Do you ever look at cheerful, loving couples and wonder what their secret is? Why are they so happy all of the time? How do they manage to keep that bond strong? And most importantly, can I foster that same loving relationship? Dr. Gilbert Chalepas says yes, indeed you can! And he’s here to tell you how.
Chalepas is a Licensed Clinical Psychologist who specializes in helping women get through messy divorces and rebuild their lives. He prides himself on giving constant feedback, advice, and valuable life skills and jumps at every opportunity to do so—such as now! Chalepas is here to explain the 10 secrets of happy couples: each of which may save or improve your own relationship. According to him, happy and healthy couples do the following:
1) They make their relationship their #1 priority.
If you’re hoping to have a happy, healthy relationship, Chalepas says a major key is putting your relationship first. “Relationships cost, and that’s the price if you want to have a great one. When you make your beloved feel like a king or queen, they will never think of another and gladly return the favor.”
2) They’re on the same page financially.
“Be sure that you are on the same page around finances and how you look at and treat money,” says Chalepas. “Money, especially the lack of it, is one of the major sources of contention in relationships, which leads to divorce. Be respectful of money, and it will stick around and multiply.”
3) They do little unexpected things for each other.
Chalepas says that a happy relationship involves doing little unexpected things for each other, “like catching your sweetheart doing something right. You can never underestimate the power of an honest compliment. Your beloved will love you even more when you do little things that make them feel appreciated, relevant, and cherished. By the way, compliments are often contagious!”
4) They show interest in the other’s day.
Another secret to a happy relationship is making the effort to ask about your partner’s day—and to show genuine interest in their answer. “Make it a daily habit to be interested in their day, and be willing share some of yours as well,” says Chalepas. “Just be sure to go light on the complaining though. Look into their eyes and smile. Be interested, present and open—become their sounding board and confidante.
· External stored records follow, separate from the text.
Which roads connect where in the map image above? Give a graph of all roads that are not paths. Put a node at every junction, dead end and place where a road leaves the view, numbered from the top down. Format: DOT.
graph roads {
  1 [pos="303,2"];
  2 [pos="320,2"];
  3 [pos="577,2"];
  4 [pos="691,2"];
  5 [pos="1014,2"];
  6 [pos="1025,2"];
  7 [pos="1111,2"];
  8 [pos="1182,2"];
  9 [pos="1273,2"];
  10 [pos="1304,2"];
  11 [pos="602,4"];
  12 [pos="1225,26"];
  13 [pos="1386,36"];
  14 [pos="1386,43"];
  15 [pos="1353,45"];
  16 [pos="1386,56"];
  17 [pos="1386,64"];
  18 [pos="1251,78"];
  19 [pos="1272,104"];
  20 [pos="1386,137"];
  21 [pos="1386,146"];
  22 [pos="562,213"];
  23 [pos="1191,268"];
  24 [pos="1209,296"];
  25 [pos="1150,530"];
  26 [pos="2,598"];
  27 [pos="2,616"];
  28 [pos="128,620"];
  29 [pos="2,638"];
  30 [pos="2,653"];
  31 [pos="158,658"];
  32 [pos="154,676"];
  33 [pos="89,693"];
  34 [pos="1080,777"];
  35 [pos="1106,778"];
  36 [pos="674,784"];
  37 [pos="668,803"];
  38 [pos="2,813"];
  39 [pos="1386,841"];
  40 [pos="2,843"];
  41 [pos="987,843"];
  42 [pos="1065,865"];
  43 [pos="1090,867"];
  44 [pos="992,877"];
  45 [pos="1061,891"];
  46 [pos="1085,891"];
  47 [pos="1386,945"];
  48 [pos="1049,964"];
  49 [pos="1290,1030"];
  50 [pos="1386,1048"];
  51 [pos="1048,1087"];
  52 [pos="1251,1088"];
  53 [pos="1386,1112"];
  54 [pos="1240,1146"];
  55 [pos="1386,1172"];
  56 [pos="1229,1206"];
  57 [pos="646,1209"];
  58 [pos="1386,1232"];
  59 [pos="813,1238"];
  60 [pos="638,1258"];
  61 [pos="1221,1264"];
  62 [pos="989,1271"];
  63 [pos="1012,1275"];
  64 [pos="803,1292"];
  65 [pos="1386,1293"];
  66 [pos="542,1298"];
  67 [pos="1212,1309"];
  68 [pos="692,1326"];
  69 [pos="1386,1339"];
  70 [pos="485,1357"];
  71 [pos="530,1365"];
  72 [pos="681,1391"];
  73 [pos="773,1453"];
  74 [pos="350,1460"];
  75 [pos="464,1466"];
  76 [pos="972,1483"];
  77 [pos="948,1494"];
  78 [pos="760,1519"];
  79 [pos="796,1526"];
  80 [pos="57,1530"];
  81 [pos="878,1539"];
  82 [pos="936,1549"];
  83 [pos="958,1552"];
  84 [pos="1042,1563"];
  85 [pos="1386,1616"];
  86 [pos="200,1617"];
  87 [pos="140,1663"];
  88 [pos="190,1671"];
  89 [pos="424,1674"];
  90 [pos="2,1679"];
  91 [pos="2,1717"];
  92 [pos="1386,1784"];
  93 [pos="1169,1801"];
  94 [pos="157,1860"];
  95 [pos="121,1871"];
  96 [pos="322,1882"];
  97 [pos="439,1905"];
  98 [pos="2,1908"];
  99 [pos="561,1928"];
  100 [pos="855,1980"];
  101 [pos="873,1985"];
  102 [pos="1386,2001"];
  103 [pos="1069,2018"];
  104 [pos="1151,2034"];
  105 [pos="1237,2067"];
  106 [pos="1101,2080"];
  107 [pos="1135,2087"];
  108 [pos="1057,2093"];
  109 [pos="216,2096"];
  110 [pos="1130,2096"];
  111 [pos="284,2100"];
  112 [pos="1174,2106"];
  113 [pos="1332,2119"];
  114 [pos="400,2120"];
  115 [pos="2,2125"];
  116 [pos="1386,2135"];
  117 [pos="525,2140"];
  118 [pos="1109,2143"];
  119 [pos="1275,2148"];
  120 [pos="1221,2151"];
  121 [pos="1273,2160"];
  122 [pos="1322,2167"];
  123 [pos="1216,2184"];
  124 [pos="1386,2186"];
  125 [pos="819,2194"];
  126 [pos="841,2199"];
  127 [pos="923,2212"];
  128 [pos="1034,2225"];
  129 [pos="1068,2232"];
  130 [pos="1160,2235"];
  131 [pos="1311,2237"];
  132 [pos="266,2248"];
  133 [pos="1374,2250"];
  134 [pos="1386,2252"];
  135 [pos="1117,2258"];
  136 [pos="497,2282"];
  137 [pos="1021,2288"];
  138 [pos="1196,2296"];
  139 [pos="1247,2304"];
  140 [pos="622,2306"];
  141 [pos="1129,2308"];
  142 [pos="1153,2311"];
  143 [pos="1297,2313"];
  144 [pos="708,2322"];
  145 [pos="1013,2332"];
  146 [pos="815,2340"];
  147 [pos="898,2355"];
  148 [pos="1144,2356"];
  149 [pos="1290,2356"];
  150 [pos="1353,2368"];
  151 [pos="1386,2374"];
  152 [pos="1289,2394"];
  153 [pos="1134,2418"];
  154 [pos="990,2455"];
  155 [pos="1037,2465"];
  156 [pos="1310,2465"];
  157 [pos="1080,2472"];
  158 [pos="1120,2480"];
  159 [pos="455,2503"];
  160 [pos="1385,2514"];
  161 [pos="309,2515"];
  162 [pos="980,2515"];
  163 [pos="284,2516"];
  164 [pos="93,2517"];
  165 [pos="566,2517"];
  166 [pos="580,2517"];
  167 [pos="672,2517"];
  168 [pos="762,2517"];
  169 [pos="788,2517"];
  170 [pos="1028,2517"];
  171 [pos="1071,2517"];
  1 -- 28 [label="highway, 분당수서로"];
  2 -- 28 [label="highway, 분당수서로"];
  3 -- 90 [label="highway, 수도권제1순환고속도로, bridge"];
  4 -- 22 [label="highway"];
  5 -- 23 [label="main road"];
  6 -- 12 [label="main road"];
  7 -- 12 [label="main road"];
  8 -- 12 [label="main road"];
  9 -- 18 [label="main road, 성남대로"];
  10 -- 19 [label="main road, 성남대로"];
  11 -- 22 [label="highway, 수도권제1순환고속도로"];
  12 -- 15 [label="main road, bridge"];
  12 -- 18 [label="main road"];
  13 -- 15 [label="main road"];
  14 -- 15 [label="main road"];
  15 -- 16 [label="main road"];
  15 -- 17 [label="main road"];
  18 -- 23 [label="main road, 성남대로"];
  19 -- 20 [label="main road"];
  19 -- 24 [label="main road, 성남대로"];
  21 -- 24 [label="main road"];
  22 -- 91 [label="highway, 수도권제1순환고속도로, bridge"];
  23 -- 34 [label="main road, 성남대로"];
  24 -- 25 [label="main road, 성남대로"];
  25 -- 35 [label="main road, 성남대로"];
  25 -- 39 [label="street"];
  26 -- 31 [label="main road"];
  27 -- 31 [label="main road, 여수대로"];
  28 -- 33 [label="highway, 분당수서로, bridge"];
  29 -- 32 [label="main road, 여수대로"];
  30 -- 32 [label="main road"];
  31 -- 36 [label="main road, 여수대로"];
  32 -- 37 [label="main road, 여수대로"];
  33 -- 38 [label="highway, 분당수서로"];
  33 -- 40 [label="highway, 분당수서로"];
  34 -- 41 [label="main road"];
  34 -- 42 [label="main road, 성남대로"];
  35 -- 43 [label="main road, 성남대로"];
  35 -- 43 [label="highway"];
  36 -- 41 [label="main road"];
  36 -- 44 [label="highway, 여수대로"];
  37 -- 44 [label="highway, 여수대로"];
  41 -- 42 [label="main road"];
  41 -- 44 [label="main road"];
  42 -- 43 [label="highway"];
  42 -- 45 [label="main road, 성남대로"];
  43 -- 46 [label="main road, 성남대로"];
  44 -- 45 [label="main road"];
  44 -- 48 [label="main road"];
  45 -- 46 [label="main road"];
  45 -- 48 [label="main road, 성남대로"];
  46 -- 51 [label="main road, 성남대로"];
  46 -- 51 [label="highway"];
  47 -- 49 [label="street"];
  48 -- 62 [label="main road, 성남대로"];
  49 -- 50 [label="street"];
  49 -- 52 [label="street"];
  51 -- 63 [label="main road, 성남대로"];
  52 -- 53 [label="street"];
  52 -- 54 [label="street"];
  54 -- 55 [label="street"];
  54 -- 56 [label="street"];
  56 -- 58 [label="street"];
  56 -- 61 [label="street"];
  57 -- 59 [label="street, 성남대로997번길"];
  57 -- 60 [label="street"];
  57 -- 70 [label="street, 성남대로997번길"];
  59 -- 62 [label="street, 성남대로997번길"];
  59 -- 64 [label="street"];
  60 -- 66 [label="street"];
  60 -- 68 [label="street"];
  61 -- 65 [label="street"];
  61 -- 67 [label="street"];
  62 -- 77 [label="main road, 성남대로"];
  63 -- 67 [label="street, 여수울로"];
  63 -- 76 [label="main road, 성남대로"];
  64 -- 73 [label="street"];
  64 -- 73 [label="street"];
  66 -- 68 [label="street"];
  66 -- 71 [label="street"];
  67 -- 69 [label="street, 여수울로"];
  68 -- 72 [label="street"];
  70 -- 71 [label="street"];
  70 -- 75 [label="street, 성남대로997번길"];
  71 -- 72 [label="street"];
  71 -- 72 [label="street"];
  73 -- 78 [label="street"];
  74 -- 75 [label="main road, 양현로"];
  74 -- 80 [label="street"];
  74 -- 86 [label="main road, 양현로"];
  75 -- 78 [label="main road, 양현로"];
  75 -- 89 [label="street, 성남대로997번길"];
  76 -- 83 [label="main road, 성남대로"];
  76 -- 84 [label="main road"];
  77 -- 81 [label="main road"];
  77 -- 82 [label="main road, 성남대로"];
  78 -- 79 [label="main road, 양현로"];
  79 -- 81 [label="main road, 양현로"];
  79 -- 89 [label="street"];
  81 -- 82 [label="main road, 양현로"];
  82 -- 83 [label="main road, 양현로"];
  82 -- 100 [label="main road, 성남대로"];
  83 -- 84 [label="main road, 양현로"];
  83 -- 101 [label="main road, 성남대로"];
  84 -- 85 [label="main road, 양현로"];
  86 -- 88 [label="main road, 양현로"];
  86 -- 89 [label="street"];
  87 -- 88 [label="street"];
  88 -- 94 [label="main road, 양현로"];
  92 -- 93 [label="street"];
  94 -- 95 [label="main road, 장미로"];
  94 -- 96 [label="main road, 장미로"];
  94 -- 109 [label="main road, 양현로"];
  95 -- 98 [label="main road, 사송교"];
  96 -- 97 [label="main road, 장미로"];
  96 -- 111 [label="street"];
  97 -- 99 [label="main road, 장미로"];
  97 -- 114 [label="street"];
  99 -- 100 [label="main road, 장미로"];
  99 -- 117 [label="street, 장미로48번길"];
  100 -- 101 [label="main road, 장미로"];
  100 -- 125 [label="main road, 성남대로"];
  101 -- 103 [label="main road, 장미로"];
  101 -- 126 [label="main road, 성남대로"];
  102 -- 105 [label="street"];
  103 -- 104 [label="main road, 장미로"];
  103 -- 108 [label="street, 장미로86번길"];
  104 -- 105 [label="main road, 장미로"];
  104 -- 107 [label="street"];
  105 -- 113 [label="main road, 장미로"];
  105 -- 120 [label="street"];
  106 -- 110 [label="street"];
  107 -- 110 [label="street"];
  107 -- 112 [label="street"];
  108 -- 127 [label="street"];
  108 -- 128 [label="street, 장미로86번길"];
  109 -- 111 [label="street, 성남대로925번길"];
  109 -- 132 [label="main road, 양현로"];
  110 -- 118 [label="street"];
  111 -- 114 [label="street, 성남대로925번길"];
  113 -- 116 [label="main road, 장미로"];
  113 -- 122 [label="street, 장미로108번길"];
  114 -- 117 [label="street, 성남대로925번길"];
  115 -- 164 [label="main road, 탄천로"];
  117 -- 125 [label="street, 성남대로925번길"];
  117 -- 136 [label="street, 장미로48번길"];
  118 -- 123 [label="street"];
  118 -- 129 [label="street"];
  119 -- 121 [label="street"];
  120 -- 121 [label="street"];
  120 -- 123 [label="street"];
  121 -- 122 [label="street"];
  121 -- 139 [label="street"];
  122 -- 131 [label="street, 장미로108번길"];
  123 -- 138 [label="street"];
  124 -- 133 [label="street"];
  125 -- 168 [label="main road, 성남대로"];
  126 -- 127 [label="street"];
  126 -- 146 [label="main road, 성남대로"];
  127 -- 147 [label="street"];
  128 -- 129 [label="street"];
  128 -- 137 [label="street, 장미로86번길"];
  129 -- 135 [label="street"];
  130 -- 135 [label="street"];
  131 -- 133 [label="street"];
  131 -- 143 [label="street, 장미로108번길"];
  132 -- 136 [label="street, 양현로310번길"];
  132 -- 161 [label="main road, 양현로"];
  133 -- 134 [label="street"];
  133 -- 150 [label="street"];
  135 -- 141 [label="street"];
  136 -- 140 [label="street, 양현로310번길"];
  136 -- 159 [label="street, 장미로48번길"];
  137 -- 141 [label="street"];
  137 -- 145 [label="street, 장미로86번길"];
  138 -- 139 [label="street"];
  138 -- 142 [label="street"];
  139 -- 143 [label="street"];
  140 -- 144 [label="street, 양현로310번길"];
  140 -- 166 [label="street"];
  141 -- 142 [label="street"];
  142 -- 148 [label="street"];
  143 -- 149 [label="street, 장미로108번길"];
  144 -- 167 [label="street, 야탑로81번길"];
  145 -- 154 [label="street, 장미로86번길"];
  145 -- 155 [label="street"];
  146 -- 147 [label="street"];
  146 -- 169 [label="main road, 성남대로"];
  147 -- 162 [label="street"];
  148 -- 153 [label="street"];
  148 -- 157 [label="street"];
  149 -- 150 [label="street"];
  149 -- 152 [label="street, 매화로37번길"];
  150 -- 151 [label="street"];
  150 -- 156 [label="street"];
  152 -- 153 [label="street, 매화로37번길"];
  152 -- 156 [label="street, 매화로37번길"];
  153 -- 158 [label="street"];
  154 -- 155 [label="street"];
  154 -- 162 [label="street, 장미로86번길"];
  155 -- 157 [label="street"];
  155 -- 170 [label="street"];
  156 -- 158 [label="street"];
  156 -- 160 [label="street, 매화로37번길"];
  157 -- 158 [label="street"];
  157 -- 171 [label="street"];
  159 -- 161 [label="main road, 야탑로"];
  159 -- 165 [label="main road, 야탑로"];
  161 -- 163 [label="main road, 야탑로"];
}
Check-in to see if they just need to feel heard or would prefer some input from you.”
5) They avoid talking about their exes.
According to Chalepas, talking about exes is a big no-no. “Avoid talking about your exes at all costs, period,” he says. “You don’t want to make them feel jealous or insecure. Your exes are in your past or they better be, and you should make sure they stay there. Your sweetheart is the only show in town now—make absolutely sure they know it and feel it.”
6) They don’t nitpick or nag.
It’s important you don’t nitpick or nag your partner, Chalepas explains. “You’re not their parent. That’s the quickest way to kill the sex drive. Instead, notice when they do something well and mention it, especially to someone else when they can hear you; your beloved will beam. You want them to think of you as a delicious piece of mouth-watering cake that they can’t wait to get to, not an annoying whiner.”
7) They pick and choose their battles.
Chalepas says happy couples honor each other’s wants and needs and pick their battles wisely. “Where you have dinner or which movie you see is really not that important. At the end of the day, as long as you’re holding hands, connecting emotionally and having a great time is all that really matters. That’s what releases the feel-good chemicals in our brains. Learn to negotiate, perhaps by taking turns picking, that way you both get what you want.”
8) They cheer each other on.
If you want to ensure your relationship stays a happy and healthy one, Chalepas says you should, “become your partner’s cheering squad and support them in every way you can. When they truly know that you are by their side, they can conquer the world. When you are loving and supportive, your sweetheart will jump at the chance to reciprocate and by your biggest fan.”
9) They prioritize time together.
“No matter how long you’ve been together, create date nights, just for the two of you. Hire a babysitter, have your parents or the neighbor watch the kids, whatever you need to do so you can be together alone. Also, plan vacations or romantic weekend getaways.
10) They’re proactive.
Lastly, Chalepas says happy couples are proactive and put the necessary effort into fostering a healthy relationship. “When you have a garden, weeds are to be expected. So, be proactive and take care of business! Be an adoring and supportive partner and your devoted sweetheart will be convinced they’ve hit the jackpot and treat you like the precious jewel that you truly are.”